If you would ask me what my opinion about the 9/11 truthers or the people who compared Bush to Hitler was, I would tell you that they are nutjobs. Somebody who based his opposition on the idea that Bush was behind the terrorist attacks on the World Trade Center and the Pentagon, or who tries to equate the Bush administration with a ruthless dictatorship that invaded and occupied neighbouring nations, that meticulously planned the genocide on millions of people across Europe and that was responsible for a war that left whole countries in shambles certainly doesn't speak for me.
And I would and did tell the exact same thing to some of the 9/11 conspiracy nuts who showed up on this forum.

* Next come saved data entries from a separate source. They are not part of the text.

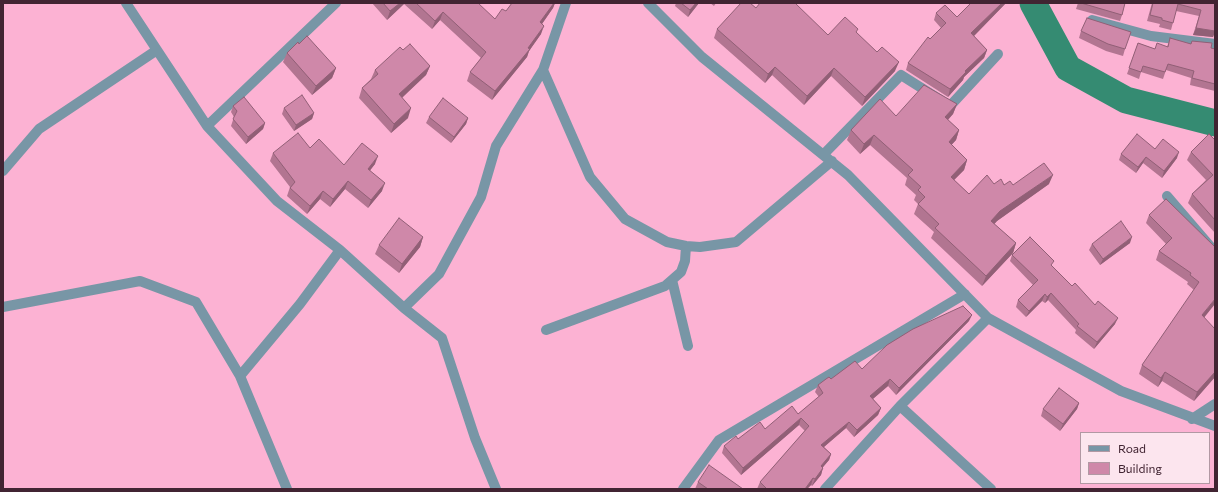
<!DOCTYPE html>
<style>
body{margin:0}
#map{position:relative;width:1218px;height:492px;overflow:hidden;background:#fcb2d3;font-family:Commissioner,sans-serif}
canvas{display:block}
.frame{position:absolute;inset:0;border:4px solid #412432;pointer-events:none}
.legend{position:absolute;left:1080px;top:432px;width:130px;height:52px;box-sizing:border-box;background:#fce5ee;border:1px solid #b198a3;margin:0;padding:5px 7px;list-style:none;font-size:12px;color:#412432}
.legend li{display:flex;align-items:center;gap:8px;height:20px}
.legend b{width:20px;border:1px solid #b198a3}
</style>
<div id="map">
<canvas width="1218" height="492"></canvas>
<div class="frame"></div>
<ul class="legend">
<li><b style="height:5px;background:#7896a6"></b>Road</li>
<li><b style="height:11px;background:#cf88a9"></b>Building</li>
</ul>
</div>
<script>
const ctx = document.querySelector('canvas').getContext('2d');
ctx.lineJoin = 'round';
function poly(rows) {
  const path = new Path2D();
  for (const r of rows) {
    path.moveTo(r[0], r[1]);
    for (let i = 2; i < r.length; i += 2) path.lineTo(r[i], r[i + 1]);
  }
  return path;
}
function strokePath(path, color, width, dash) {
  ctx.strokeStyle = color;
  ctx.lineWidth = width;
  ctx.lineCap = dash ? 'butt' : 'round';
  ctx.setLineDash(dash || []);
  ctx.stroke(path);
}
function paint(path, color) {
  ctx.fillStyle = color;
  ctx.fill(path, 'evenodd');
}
strokePath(poly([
 [1033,3,1068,68,1126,100,1215,123]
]), '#358b72', 27);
strokePath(poly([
 [126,3,207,126,277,201,340,250,404,308,442,338,475,438,496,489],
 [566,3,543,70,590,177,625,219,667,242,686,246,700,247,736,242,832,161],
 [648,3,702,57,848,175,988,318,1121,391,1215,426],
 [1092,20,1151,36,1215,44],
 [207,126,336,3],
 [823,155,901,75,950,106,998,54],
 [3,171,39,129,157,50],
 [1167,196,1215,252],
 [672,280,688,346],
 [3,307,140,281,196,302,240,376,287,489],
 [404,308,439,274,481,197,496,146,543,70],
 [546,330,665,286,681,272,685,261,686,246],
 [240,376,300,304,340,250],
 [900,406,991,489],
 [1192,419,1215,404],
 [683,489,719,440,965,294],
 [825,489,900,406,988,318]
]), '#7896a6', 10);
paint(poly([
 [372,3,444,3,445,4,495,19,506,11,512,3,555,3,553,8,542,24,541,34,529,51,527,57,492,100,467,81,470,72,481,58,440,20,432,29,404,4,387,20],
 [676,3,699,3,688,17,675,6],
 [710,3,716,3,714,6],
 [971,3,1006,3,1005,4,974,36,987,50,984,58,964,77,963,80,948,97,906,70,908,63,930,39,941,28,934,20,936,13,957,17],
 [1078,3,1125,3,1122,15,1120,21,1076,9],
 [1152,3,1215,3,1215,32,1213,37,1193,35,1199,16,1176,11,1171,30,1159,27,1160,24,1147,21],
 [756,8,828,35,857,33,895,71,862,106,831,76,804,105,772,75,765,83,714,38,717,29],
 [1081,31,1125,49,1123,56,1106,51,1079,38],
 [1170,38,1191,44,1215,49,1215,91,1190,85,1191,78,1166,70,1163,79,1141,72,1139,79,1127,74,1138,43,1155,49,1167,47],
 [403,50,430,66,426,75,402,98,408,118,391,133,359,98,362,88,371,79,375,70],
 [287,53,336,68,332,78,312,95,283,62],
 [957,104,953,114,948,120,959,130,956,140,951,145,967,160,964,170,954,180,969,194,994,184,1013,185,1049,184,997,221,994,224,1016,243,1013,253,982,286,931,238,934,232,914,214,918,204,914,200,916,195,905,185,907,178,870,145,860,154,847,140,851,130,896,116],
 [233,106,265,123,263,129,246,144,231,126,234,117,231,112],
 [284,108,314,113,312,119,294,131,282,114],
 [429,117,468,118,466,124,451,143,426,123],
 [1215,140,1215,233,1188,203,1192,194,1206,180,1187,160,1191,152],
 [310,148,344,165,375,164,370,170,382,191,368,208,345,189,330,207,320,199,307,214,287,196,290,187,270,161,273,153],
 [1155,149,1177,158,1162,178,1143,163,1136,173,1119,160,1121,154],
 [1149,215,1215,247,1204,317,1215,377,1194,401,1162,381,1158,387,1139,374,1142,365,1194,290,1187,284,1188,282,1156,260,1159,251,1166,244,1146,223],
 [423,237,420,247,399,273,375,254,379,245],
 [1130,243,1100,265,1089,250,1092,244],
 [1012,255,1052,267,1072,286,1095,305,1115,324,1094,349,1075,333,1076,330,1048,300,1045,303,1042,301,1026,317,1016,307,1018,300,1033,285,1010,261],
 [969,321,896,395,888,386,873,399,881,408,878,415,854,437,846,428,824,447,831,454,829,460,823,467,821,475,812,486,811,485,807,489,757,489,760,482,805,431,799,425,741,475,722,453,724,446,738,439,765,429,798,414,819,397,815,392,818,385,831,379,862,369],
 [1079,403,1077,409,1060,431,1041,416,1043,409],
 [698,482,743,489,695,489]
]), '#b27591');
paint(poly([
 [400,3,405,3,387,20,390,11],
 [554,3,555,3,553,8,537,31,540,22],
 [696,3,699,3,688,17,690,10],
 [1002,3,1006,3,1005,4,969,41,971,33],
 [443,12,440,20,432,29,435,21],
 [544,26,541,34,529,51,527,57,492,100,495,91,528,48],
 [1196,28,1215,31,1215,32,1213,37,1193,35],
 [987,50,984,58,964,77,963,80,948,97,950,89,965,71],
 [899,62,895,71,862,106,865,97],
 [430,66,426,75,395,104,399,94],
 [775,67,772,75,765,83,768,74],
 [336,68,332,78,312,95,316,86],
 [834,68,831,76,804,105,807,96],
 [957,104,953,114,941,127,945,117],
 [411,108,408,118,391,133,394,124],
 [314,113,312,119,294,131,296,125],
 [468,118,466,124,451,143,454,137],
 [265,123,263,129,246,144,248,137],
 [959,130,956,140,945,152,949,142],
 [874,135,870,145,860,154,864,144],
 [1179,152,1177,158,1162,178,1164,171],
 [378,156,375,164,365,177,368,169],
 [1146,157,1143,163,1136,173,1138,167],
 [967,160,964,170,947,187,951,177],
 [1053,175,1049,184,997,221,988,231,991,221,1000,211],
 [348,181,345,189,330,207,333,199],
 [385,183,382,191,368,208,371,200],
 [323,191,320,199,307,214,310,206],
 [423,237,420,247,399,273,402,264],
 [1132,237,1130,243,1100,265,1103,259],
 [1016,243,1013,253,982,286,986,276],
 [1051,293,1048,300,1045,303,1047,297],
 [1045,294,1042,301,1026,317,1029,311],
 [1215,299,1215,304,1199,324,1202,315],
 [972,315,969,321,896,395,899,388],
 [1118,318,1115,324,1094,349,1097,342],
 [1165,372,1162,381,1158,387,1161,378],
 [1215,372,1215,377,1194,401,1197,392],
 [890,379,888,386,868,403,870,396],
 [1079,403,1077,409,1060,431,1063,424],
 [881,408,878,415,854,437,857,430],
 [801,418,799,425,741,475,743,468],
 [849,422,846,428,818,452,821,445],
 [831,454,829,460,818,473,821,466],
 [823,468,821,475,812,486,815,479],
 [813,478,811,485,807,489,805,489]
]), '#915f76');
const building = poly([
 [383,3,400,3,390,11,383,3],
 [416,3,444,3,445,4,445,3,478,3,495,19,502,9,506,11,512,3,554,3,540,22,544,26,528,48,530,49,495,91,470,72,486,52,443,12,435,21,416,3],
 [681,3,696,3,690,10,681,3],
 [741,3,750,3,756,8,760,3,795,3,828,35,845,17,858,29,856,32,877,52,882,47,899,62,865,97,834,68,807,96,775,67,768,74,717,29,741,3],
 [971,3,1002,3,971,33,987,50,965,71,966,72,950,89,908,63,928,37,930,39,946,23,936,13,945,5,957,17,971,3],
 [1081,3,1125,3,1122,15,1081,3],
 [1153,3,1215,3,1215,31,1196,28,1201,10,1178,4,1173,23,1162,20,1162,18,1150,15,1153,3],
 [1087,18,1131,32,1125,49,1108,44,1081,31,1087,18],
 [307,36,336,68,316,86,287,53,298,42,299,44,307,36],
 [1170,38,1191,44,1192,41,1212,43,1211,48,1215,49,1215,84,1192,78,1194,71,1168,64,1165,72,1143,66,1141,72,1129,68,1138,43,1155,49,1157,43,1168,47,1170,38],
 [410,44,430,66,399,94,411,108,394,124,362,88,378,74,375,70,400,47,403,50,410,44],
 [924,85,957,104,945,117,959,130,949,142,967,160,951,177,969,194,987,175,994,184,1001,179,1004,185,1010,181,1013,185,1044,163,1053,175,1000,211,991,221,1016,243,986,276,935,228,939,224,918,204,925,197,918,190,921,187,908,175,913,170,874,135,864,144,851,130,880,99,896,116,924,85],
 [302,95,314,113,296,125,284,108,302,95],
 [244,97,265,123,248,137,233,119,237,111,233,106,244,97],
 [443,98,468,118,454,137,429,117,443,98],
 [298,133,310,148,319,139,344,165,362,143,378,156,368,169,385,183,371,200,348,181,333,199,323,191,310,206,290,188,295,182,273,153,298,133],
 [1137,134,1155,149,1163,139,1179,152,1164,171,1146,157,1138,167,1121,154,1137,134],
 [1209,134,1215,140,1215,220,1192,194,1213,175,1191,152,1209,134],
 [1166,199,1215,247,1215,299,1202,315,1215,329,1215,372,1197,392,1165,372,1161,378,1142,365,1199,282,1190,275,1191,273,1159,251,1172,238,1149,215,1166,199],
 [399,218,423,237,402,264,379,245,399,218],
 [1121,221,1132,237,1103,259,1092,244,1121,221],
 [1030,237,1054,261,1051,265,1072,286,1075,283,1095,305,1098,301,1118,318,1097,342,1077,326,1079,324,1051,293,1047,297,1045,294,1029,311,1018,300,1038,280,1012,255,1030,237],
 [963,306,972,315,899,388,890,379,870,396,881,408,857,430,849,422,821,445,831,454,821,466,823,468,815,479,813,478,805,489,767,489,760,482,809,426,801,418,743,468,724,446,736,436,738,439,760,422,765,429,792,406,798,414,823,393,818,385,826,379,829,377,831,379,855,361,862,369,887,345,913,329,963,306],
 [1059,388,1079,403,1063,424,1043,409,1059,388],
 [709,465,743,489,708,489,698,482,709,465]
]);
paint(building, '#cf88a9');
strokePath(building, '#915f76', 1);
</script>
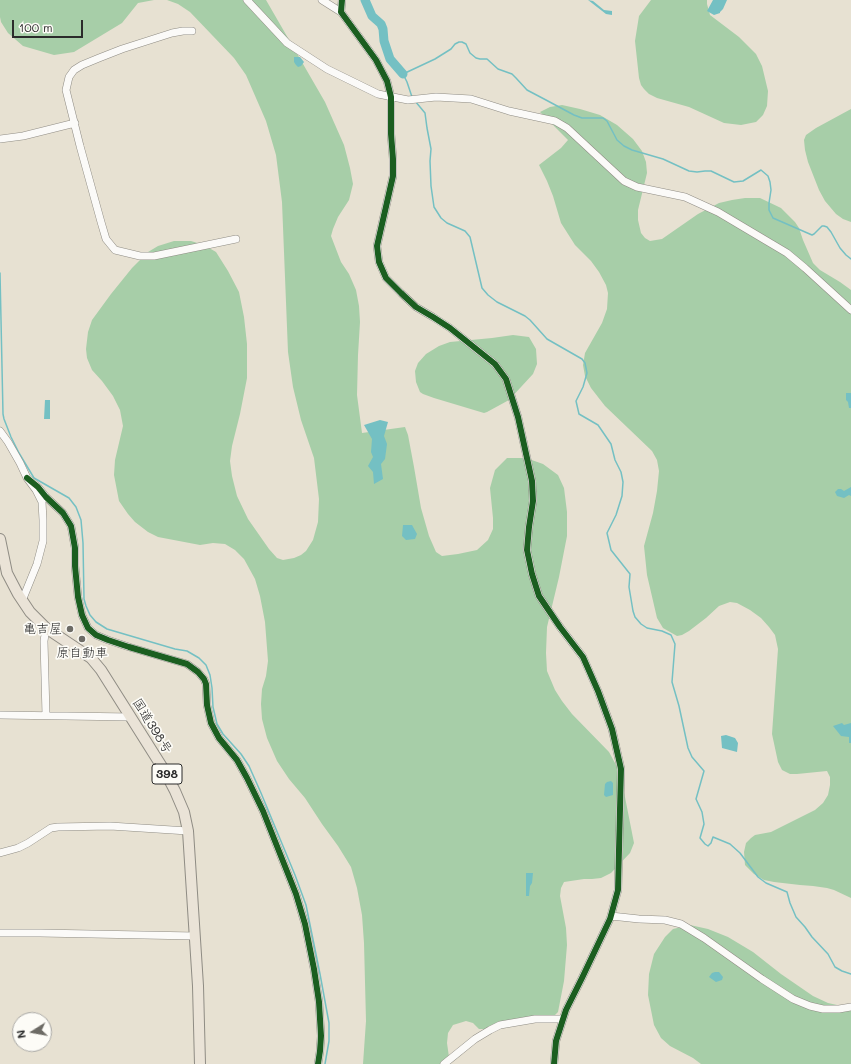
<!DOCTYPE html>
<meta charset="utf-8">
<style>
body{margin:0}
#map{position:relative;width:851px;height:1064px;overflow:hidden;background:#e7e1d2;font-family:Mali,sans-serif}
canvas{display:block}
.north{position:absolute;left:12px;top:1012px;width:40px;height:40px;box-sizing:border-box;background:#fdfcf7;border:1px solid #a9a8a5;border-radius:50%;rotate:259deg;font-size:11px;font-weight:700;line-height:16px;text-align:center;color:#2b2b2b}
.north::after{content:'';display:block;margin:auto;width:14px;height:18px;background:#6d6b65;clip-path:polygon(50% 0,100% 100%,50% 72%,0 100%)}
.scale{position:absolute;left:12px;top:20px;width:71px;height:18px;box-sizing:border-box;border:2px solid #2b2b2b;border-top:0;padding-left:5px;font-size:12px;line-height:14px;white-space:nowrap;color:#2b2b2b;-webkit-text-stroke:3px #fdfcf7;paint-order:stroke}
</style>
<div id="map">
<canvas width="851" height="1064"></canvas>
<div class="north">N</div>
<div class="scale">100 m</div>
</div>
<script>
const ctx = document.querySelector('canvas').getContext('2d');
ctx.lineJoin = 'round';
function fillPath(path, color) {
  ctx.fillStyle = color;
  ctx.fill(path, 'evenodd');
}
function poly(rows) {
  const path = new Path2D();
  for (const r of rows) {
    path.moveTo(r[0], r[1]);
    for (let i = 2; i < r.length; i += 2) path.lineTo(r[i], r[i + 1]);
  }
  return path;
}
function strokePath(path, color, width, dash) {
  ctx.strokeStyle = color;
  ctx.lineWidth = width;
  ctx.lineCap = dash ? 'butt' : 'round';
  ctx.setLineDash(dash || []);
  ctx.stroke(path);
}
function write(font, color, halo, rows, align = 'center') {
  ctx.font = font + ' Mali,"Klee One",sans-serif';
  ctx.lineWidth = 3.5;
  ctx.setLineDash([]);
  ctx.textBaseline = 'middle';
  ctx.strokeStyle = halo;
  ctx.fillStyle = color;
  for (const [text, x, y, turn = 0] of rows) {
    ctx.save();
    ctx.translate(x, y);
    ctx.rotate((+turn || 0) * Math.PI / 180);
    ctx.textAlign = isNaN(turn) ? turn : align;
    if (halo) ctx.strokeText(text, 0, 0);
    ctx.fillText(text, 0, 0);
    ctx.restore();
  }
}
fillPath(poly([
 [0,0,154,0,138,3,122,23,74,52,54,55,23,46,8,33,1,22,0,17],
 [167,0,266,0,325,102,344,145,350,168,353,184,349,200,338,217,333,229,331,236,341,262,349,274,356,290,359,306,360,322,358,355,357,395,362,433,405,427,408,435,414,467,421,508,429,536,436,552,442,556,458,554,477,550,488,540,493,529,493,518,490,488,495,470,507,458,526,458,543,464,558,475,564,488,567,512,567,536,559,577,547,627,546,653,547,671,555,690,562,701,572,714,609,752,616,765,623,787,634,843,630,853,611,873,601,878,592,879,584,879,564,882,561,888,560,896,566,928,567,945,564,981,558,1012,550,1020,485,1029,479,1029,473,1023,466,1021,453,1025,448,1033,447,1043,450,1064,363,1064,366,1021,364,943,362,915,357,888,351,867,338,846,322,824,305,798,289,779,277,761,267,738,262,719,261,704,262,689,266,676,268,661,265,622,260,596,255,579,244,559,235,550,225,544,213,543,200,545,158,537,148,532,135,522,128,514,119,501,114,475,115,460,123,426,120,410,113,396,102,381,92,370,87,358,86,349,88,332,92,320,111,294,132,268,148,252,158,246,174,241,191,241,204,245,216,252,228,271,239,292,244,317,247,344,247,378,240,414,232,446,230,461,232,476,237,496,248,519,269,549,277,558,283,560,294,558,301,555,306,551,313,540,318,522,319,499,314,458,301,420,293,387,288,352,282,202,276,155,266,121,246,75,234,58,190,12,178,4],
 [651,0,707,0,707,4,710,15,739,37,756,54,762,66,768,91,767,106,763,115,756,122,741,125,724,123,689,107,657,98,649,94,644,89,641,85,639,78,635,41,639,16],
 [562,105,580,109,600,115,617,125,633,139,642,151,646,162,647,173,638,210,638,220,641,233,645,238,650,241,662,239,698,214,719,203,732,200,745,198,760,198,781,208,795,222,799,228,803,240,813,263,820,270,840,282,851,290,851,898,834,890,827,888,813,886,800,885,774,882,764,880,754,874,745,865,744,852,746,843,751,838,755,835,771,832,815,810,823,803,828,795,830,785,830,777,827,771,797,774,790,774,782,770,778,762,772,734,778,649,775,635,769,627,761,618,750,610,737,603,730,602,719,606,706,618,689,631,682,635,677,636,663,628,657,618,647,575,644,546,653,513,657,491,659,471,657,460,652,451,605,406,591,388,585,376,583,365,585,353,602,323,607,309,608,293,606,285,599,272,591,261,575,245,561,223,553,196,547,181,539,165,561,148,568,140,540,112,550,107],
 [851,109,851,222,843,219,836,214,825,201,819,190,808,162,805,150,804,140,806,135,816,128],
 [513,335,529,337,536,349,537,364,533,374,509,400,487,412,484,413,434,398,423,394,420,392,416,382,415,371,418,363,426,354,439,346,450,342,492,338],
 [690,925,708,929,728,937,753,952,781,974,813,996,828,1003,846,1007,851,1007,851,1064,701,1064,693,1058,670,1046,661,1038,654,1025,648,995,649,974,654,954,665,937,673,929]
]), '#a7cea8');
fillPath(poly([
 [588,0,593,1,604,10,612,11,612,15,606,14],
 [713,0,727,0,723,9,720,12,720,13,714,15,707,11],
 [294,57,300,57,304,62,301,66,298,67,296,65,294,62],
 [846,393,851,393,851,408,849,408,848,402,846,400],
 [45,400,50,400,50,419,44,419],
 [380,420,388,422,384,436,387,444,385,459,381,464,383,479,374,484,373,472,368,466,373,457,371,452,372,439,364,425],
 [851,487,851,496,849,495,844,498,837,496,835,492,838,489,841,489,844,491],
 [403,525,412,525,417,534,415,539,406,540,402,536],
 [842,723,844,725,851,723,851,743,849,743,849,737,841,736,833,726],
 [726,735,735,738,738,743,737,752,722,748,721,736],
 [611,781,613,783,613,795,606,797,604,795,605,784,607,782],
 [526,873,533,873,532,883,530,886,529,896,526,896],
 [715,972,719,972,723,977,722,980,716,982,709,977,712,973]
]), '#74c0c3');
strokePath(poly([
 [412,97,407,82,403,74,435,59,451,49,455,44,459,42,462,42,466,44,470,53,476,58,480,59,487,59,498,69,512,74,516,78,527,90,546,100,574,115,582,118,603,118,607,121,617,140,624,146,632,150,663,159,689,171,697,172,705,171,711,171,734,182,743,181,761,170,768,176,770,182,771,190,769,203,769,210,773,218,812,235,814,234,822,226,824,226,827,227,831,232,840,248,846,255,851,259],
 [415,101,425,113,427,128,431,149,430,161,431,186,434,207,441,218,447,223,465,231,470,237,482,288,488,295,497,302,525,316,530,320,547,339,582,359,585,363,587,373,583,387,576,401,579,414,598,425,611,444,615,460,621,472,623,482,622,496,616,515,607,533,611,550,630,574,629,587,633,611,635,617,641,624,647,628,662,631,671,635,675,644,672,682,679,706,688,748,692,757,704,771,696,799,702,812,704,824,700,838,705,844,708,846,711,843,713,837,730,844,740,853,758,877,766,883,787,892,790,903,796,917,805,927,812,937,828,954,835,967,842,971,851,974],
 [0,273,3,414,4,419,11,437,19,453,34,478,69,498,76,507,81,520,83,543,84,599,86,606,90,615,96,622,107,629,175,649,187,651,199,658,206,665,210,675,212,688,213,707,217,724,223,734,241,754,249,766,261,793,295,875,306,905,320,974,329,1023,329,1041,325,1064]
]), '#74c0c3', 1.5);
strokePath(poly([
 [365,0,372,16,381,24,383,29,384,41,390,59,403,74]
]), '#74c0c3', 9);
const minor = poly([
 [247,0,287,43,327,69,378,94,408,100,436,97,471,99,509,111,555,121,567,128,624,181,637,187,685,197,718,212,787,253,805,268,851,310],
 [322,0,341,12],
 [342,0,341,12,376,60,387,81,391,97,391,134,393,159,393,176,377,246,379,262,386,278,401,293,416,307,433,317,450,328,495,364,506,379,518,417,532,481,533,501,529,527,527,550,532,574,539,596,560,627,583,657,598,691,612,729,621,769,618,890,610,919,582,978,566,1010,556,1041,554,1064],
 [192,31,183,31,172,33,122,49,99,58,82,65,74,70,69,77,66,90,80,146,101,222,106,239,115,250,140,256,154,256,236,239],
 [0,139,23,136,75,123],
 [0,431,8,442,20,463,27,478,36,490,42,502,43,520,43,541,37,564,22,601],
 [27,478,38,487,46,497,63,513,71,526,75,548,75,566,78,597,82,615,88,628,96,635,108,640,129,647,187,664,198,672,204,679,206,684,207,705,211,723,219,738,237,760,247,778,263,811,296,894,305,924,314,969,319,1002,321,1036,320,1051,318,1064],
 [0,715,131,717],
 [46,715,44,641,46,628],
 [0,853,18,848,28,843,51,828,58,827,110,826,188,831],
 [611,916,639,919,665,920,681,924,704,938,762,979,793,999,810,1006,823,1009,839,1009,851,1007],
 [0,933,40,933,195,936],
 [444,1064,475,1039,490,1030,500,1025,535,1019,563,1019]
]);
const highway = poly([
 [0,539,7,573,18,594,30,612,46,628,91,658,101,670,164,770,175,791,184,812,188,831,198,986,200,1064]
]);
strokePath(minor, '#8f8c84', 8);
strokePath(highway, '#8f8c84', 12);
strokePath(minor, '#fbfaf8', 7);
strokePath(highway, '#eae3d7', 10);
strokePath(poly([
 [342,0,341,12,376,60,387,81,391,97,391,134,393,159,393,176,377,246,379,262,386,278,401,293,416,307,433,317,450,328,495,364,506,379,518,417,532,481,533,501,529,527,527,550,532,574,539,596,560,627,583,657,598,691,612,729,621,769,618,890,610,919,582,978,566,1010,556,1041,554,1064],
 [27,478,38,487,46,497,63,513,71,526,75,548,75,566,78,597,82,615,88,628,96,635,108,640,129,647,187,664,198,672,204,679,206,684,207,705,211,723,219,738,237,760,247,778,263,811,296,894,305,924,314,969,319,1002,321,1036,320,1051,318,1064]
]), '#1b5e20', 6);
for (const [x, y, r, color] of [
 [70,629,4,"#6d6b65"],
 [82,639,4,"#6d6b65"]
]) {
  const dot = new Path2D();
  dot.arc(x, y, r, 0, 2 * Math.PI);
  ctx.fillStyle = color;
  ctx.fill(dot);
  strokePath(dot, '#fdfcf7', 1.5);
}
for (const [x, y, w] of [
 [167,774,30]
]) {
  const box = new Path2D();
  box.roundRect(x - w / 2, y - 10, w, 20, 3);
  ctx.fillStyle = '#fdfcf7';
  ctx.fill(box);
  strokePath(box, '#2b2b2b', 1);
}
write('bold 12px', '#2b2b2b', null, [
 ["398",167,774]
]);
write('13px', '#2b2b2b', '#fdfcf7', [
 ["亀吉屋",62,629],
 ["原自動車",82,653,"center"]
], 'right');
write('13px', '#2b2b2b', '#fdfcf7', [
 ["国道398号",152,726,58]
]);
</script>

I'm not going to argue that somebody can be lumped in with a bunch of idiot nutjobs, merely because he doesn't take the time to pre-emptively condemn each and every whacko idea that's being floated by somebody on 'his side'. That is a silly notion, and it has been used in the past when justified criticism of the War On Terror has been met by proponents of the Bush administration's efforts by pointing to some of the more lunatic elements on the anti-war side. However, when the topic is brought up and when, like in the case of the current "tea parties", evidence shows up that people took the opportunity to not just criticise the policies of the current administration, but rather to make racist statements, question the citizenship of the President, compare him to Hitler or call him a "socialist pig" or make thinly veiled threats of revolt, I kind of would like to see conservatives to at least comment on that.
However, the general reaction across the threads here has engaging in what-aboutery, in pointing to similar statements being made against Bush and in fingerpointing.
I have to say that that's a reaction that I'm not quite able to understand. It's not that by condemning those statements or by at least disassociating yourself from the most radical positions - assuming you disagree with them - you're conceding a point to your opponent. Afer all, nobody has argued that the extremists speak for everybody. That would only be the case if you allow them to do so by remaining silent.